São consistentes, para dizer o mínimo, os motivos fáticos e jurídicos que levaram três ministros do TSE (Tribunal Superior Eleitoral) a acatar a cassação da chapa Dilma e Temer. Já as alegações dos quatro votos contrários, embora respeitáveis, se mostraram mais vulneráveis na avaliação majoritária da população brasileira. Os vínculos pessoais e políticos dos ministros foram muito questionados. De fato, as indicações de tribunais superiores vinculadas à escolha do chefe do Executivo é algo que precisa mudar com urgência. Não é razoável, justo e seguro que ocorra tamanha concentração de poder. Todavia, há outro aspecto relevante que certamente compôs o juízo subjetivo desses magistrados: a instabilidade institucional, política e econômica que a cassação judicial de um presidente da República imporia ao país.
Realmente seria esdrúxulo nesse sentido que, dois anos e meios depois da posse, uma decisão do Poder Judiciário viesse a deslegitimar a escolha das urnas. O julgamento de processos eleitorais, nesse e em outros casos, precisa ocorrer com maior celeridade. Caso contrário, as ações perdem completamente o sentido. Outra nuance importante é a ausência do vice-presidente da República na atual circunstância, o que geraria a necessidade de eleição indireta pelo Congresso Nacional. E para agravar essa situação, além de termos um presidente escolhido indiretamente, a responsabilidade da decisão recairia sobre um parlamento que carece de credibilidade perante a opinião pública. Muitos nomes, inclusive, estão envolvidos em casos de corrupção. Por fim, haveria um enorme impacto na economia, que recém ensaia uma recuperação, e voltaria a navegar num grande mar de incertezas.

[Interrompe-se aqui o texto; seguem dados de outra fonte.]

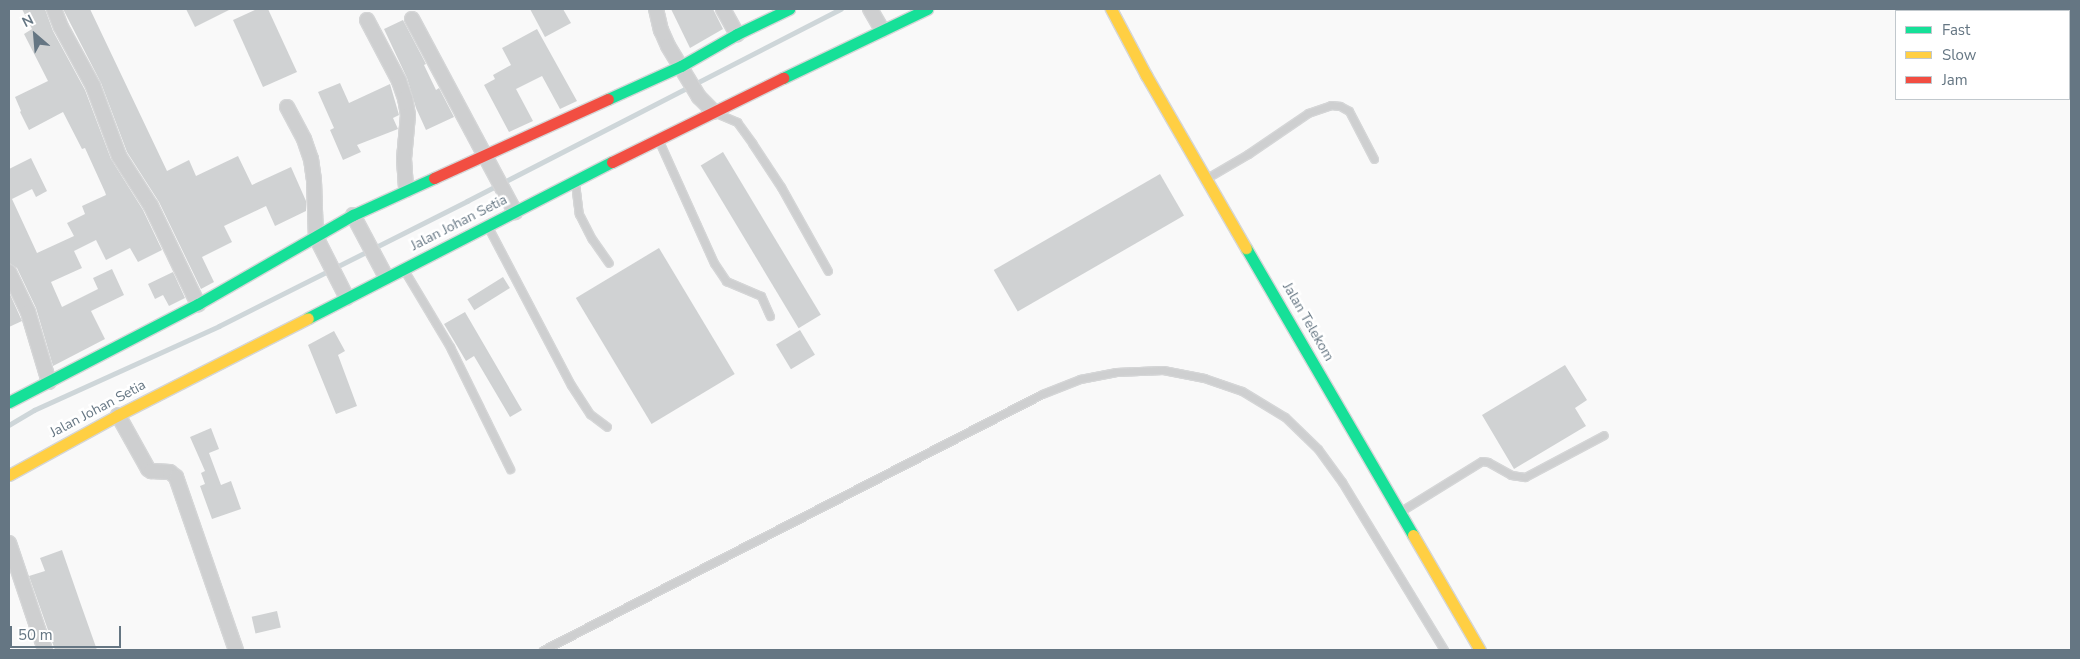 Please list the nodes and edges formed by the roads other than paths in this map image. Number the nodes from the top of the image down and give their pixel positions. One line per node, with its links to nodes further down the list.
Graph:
1 (54, 9): 30 (street)
2 (656, 9): 11 (street)
3 (723, 9): 10 (street)
4 (789, 9): 10 (street)
5 (927, 9): 9 (street, Jalan Johan Setia)
6 (1111, 9): 17 (street, Jalan Telekom)
7 (412, 19): 15 (street)
8 (367, 20): 19 (street)
9 (876, 20): 13 (street, Jalan Johan Setia)
10 (737, 34): 11 (street)
11 (683, 71): 13 (street); 15 (street)
12 (287, 107): 23 (street)
13 (714, 112): 14 (street, Jalan Johan Setia); 26 (lane)
14 (658, 138): 18 (street, Jalan Johan Setia); 31 (lane)
15 (484, 154): 19 (street); 20 (street)
16 (1374, 159): 17 (lane)
17 (1206, 178): 39 (street, Jalan Telekom)
18 (575, 182): 20 (street, Jalan Johan Setia); 24 (lane)
19 (406, 190): 21 (street)
20 (515, 212): 22 (street, Jalan Johan Setia)
21 (353, 214): 23 (street); 28 (street)
22 (487, 227): 25 (street, Jalan Johan Setia); 35 (lane)
23 (318, 241): 29 (street); 30 (street)
24 (609, 262)
25 (403, 268): 28 (street, Jalan Johan Setia); 37 (lane)
26 (828, 271)
27 (9, 272): 32 (street)
28 (386, 277): 29 (street, Jalan Johan Setia)
29 (347, 298): 34 (street, Jalan Johan Setia)
30 (198, 304): 32 (street)
31 (770, 316)
32 (49, 382): 33 (street)
33 (9, 402)
34 (118, 415): 38 (street, Jalan Johan Setia); 42 (street)
35 (607, 427)
36 (1604, 435): 39 (lane)
37 (510, 469)
38 (9, 475)
39 (1400, 511): 45 (street, Jalan Telekom)
40 (9, 548): 41 (street)
41 (45, 650)
42 (236, 650)
43 (543, 650): 44 (lane)
44 (1444, 650)
45 (1480, 650)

Mas o que todo esse episódio mostra, independente da decisão e de suas motivações, é que as instituições do país, embora funcionem, estão mergulhadas numa extraordinária crise. Explico. Em primeiro lugar, fica claro que nossas instituições cumprem seus papeis. Não há perseguição explícita, censura metódica à imprensa ou tampouco ameaça de um golpe militar ou civil. Mesmo com tudo o que ocorreu nos últimos meses, as regras constitucionais foram observadas. Mas, em segundo lugar, resta evidente que as instituições funcionam mal. Então: funcionam, mas funcionam mal – porque foram constituídas de maneira equivocada, ou porque seu modelo que já se esgotou. Esse é o ponto central sobre o qual o Brasil precisa se debruçar nos próximos meses e anos se não quiser que, volta e meia, uma crise desse montante reapareça, independente do contorno político do governo. O sistema que temos fomenta e gera esse ambiente.
O problema brasileiro, portanto, é muito mais profundo do que a discussão sobre honestidade e corrupção. A nação precisa dar-se conta disso. Essa depuração é necessária e precisa ir a fundo, mas a pauta de transformação não pode ficar apenas nela. É preciso compreender que, por trás dos atores e seus desmandos, há – repito – um modelo falido, contraditório, facilitador e até estimulador de crise política, instabilidade econômica e baixa percepção da representatividade popular. Um regime em que o povo não se enxerga, sem dúvida alguma, já sucumbiu. E é isso que ocorreu conosco: o presidencialismo de coalizão não responde às exigências de um país que se pretende moderno e ágil para superar desafios. O nosso regramento constitucional, ao contrário, gera crises e demora para sair delas – não tem institutos ágeis para isso.
Precisamos de uma reforma institucional profunda. Chegou a hora de falar novamente sobre parlamentarismo ou ao menos sobre um modelo misto, ao estilo francês, que não torne tão traumáticas as substituições presidenciais. Precisamos conectar o parlamento às responsabilidades do Executivo, e vice-versa, e não mais permitir que a maioria seja composta por métodos sabidamente pouco ortodoxos. Cabe-nos, com isso, recuperar o significado dos partidos, sem mais oferecer um interminável cardápio de possibilidades, que serve ao fisiologismo e ao clientelismo. Ninguém tem dúvida de que a Lava-Jata precisa prosseguir, até o fim, doa a quem doer, custe o que custar. Mas que não se tenha mais dúvida, ao mesmo tempo, sobre a necessidade de reformar profundamente o país. Para ontem!